> EXERCISE BRIEF:
A single number is required: the count of lines in the records below that contain the word "SPARI".

> DATASET CONTENT:
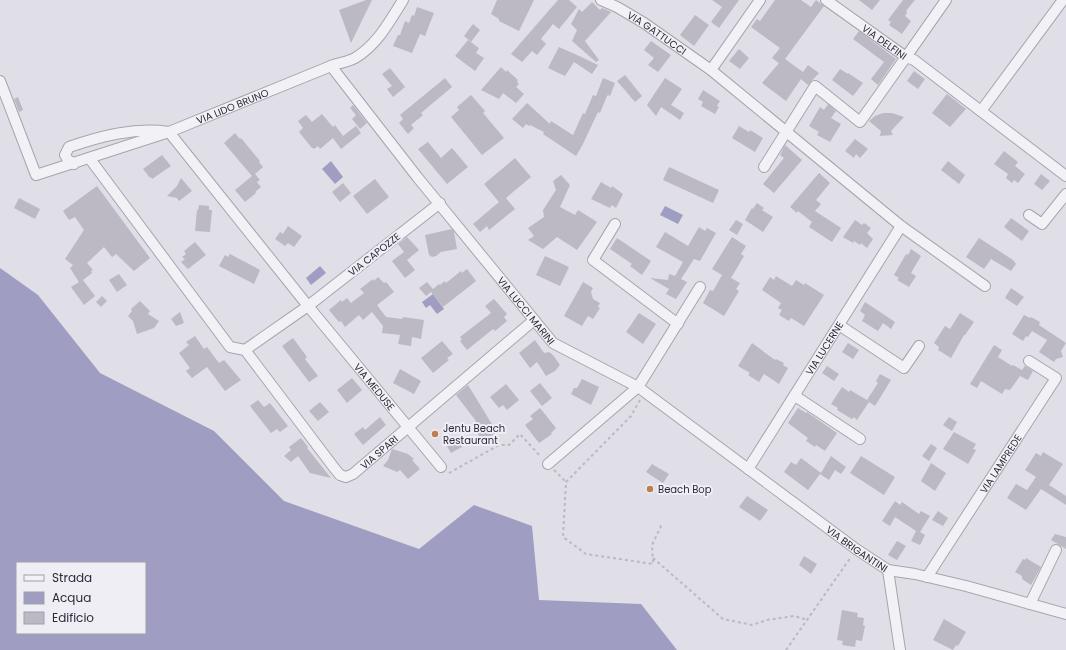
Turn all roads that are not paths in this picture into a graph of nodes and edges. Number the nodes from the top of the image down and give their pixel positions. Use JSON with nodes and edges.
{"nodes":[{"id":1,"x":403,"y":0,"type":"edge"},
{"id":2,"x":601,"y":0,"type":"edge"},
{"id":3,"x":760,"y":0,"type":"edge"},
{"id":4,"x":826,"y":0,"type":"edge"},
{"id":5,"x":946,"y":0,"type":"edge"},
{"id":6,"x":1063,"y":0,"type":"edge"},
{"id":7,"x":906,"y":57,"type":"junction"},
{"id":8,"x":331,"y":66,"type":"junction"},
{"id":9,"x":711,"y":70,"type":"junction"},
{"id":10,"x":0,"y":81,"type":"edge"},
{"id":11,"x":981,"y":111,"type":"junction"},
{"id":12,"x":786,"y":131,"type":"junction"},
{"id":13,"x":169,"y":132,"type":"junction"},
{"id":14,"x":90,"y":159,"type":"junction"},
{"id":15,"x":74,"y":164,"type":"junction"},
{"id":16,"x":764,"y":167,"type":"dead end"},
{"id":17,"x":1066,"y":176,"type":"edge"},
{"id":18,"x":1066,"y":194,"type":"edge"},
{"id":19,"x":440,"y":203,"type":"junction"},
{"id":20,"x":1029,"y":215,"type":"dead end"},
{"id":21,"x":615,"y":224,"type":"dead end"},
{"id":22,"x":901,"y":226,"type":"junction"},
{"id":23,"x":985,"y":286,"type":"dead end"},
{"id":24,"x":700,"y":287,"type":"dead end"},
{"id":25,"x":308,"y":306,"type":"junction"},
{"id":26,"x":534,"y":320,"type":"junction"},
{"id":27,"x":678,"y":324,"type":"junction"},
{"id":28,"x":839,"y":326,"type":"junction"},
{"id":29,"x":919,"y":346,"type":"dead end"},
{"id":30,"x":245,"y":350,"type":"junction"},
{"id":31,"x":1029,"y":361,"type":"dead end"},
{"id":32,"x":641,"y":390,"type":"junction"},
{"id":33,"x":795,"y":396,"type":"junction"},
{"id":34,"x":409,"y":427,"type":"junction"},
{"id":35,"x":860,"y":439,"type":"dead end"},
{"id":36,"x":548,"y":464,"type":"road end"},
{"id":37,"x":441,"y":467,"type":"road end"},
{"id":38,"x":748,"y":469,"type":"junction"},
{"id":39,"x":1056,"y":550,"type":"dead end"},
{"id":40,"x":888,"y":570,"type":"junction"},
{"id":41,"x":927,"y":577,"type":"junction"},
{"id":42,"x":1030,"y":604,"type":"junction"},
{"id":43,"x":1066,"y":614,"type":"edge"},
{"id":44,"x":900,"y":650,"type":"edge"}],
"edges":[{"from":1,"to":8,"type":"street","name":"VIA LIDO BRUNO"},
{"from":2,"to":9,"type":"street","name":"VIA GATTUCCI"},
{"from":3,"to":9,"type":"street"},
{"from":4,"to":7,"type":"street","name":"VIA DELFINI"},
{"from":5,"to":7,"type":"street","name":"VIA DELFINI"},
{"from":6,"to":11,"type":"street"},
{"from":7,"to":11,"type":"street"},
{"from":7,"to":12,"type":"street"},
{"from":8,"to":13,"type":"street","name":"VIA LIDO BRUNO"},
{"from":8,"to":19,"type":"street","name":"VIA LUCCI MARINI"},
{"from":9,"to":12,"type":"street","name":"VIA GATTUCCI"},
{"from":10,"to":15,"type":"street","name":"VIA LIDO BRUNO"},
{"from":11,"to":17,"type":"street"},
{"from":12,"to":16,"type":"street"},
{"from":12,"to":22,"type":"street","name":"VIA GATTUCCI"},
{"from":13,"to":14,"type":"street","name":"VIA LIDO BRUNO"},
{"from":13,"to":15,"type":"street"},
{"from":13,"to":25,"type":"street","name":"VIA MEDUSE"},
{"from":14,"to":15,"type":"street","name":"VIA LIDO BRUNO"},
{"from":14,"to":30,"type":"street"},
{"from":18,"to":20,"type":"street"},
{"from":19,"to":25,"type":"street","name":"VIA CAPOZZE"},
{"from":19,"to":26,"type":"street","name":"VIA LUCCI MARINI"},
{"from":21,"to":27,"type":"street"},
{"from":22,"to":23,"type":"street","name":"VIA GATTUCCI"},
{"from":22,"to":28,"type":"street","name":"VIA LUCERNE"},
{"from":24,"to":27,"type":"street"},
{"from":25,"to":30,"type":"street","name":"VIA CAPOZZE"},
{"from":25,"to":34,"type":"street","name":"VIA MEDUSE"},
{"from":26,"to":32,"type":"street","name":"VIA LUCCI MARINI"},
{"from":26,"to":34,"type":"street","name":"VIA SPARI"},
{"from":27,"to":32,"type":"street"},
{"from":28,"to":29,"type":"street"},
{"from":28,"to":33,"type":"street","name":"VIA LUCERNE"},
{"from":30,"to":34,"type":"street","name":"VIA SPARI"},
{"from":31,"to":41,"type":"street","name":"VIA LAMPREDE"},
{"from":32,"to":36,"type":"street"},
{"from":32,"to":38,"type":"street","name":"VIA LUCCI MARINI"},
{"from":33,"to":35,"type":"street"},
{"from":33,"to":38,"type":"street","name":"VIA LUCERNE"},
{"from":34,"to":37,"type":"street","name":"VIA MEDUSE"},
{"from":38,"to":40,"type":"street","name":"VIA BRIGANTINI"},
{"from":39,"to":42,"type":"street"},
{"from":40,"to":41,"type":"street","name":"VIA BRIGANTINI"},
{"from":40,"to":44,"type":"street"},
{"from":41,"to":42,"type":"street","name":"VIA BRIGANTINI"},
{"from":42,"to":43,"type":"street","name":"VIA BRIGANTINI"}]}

> EXERCISE RESPONSE:
2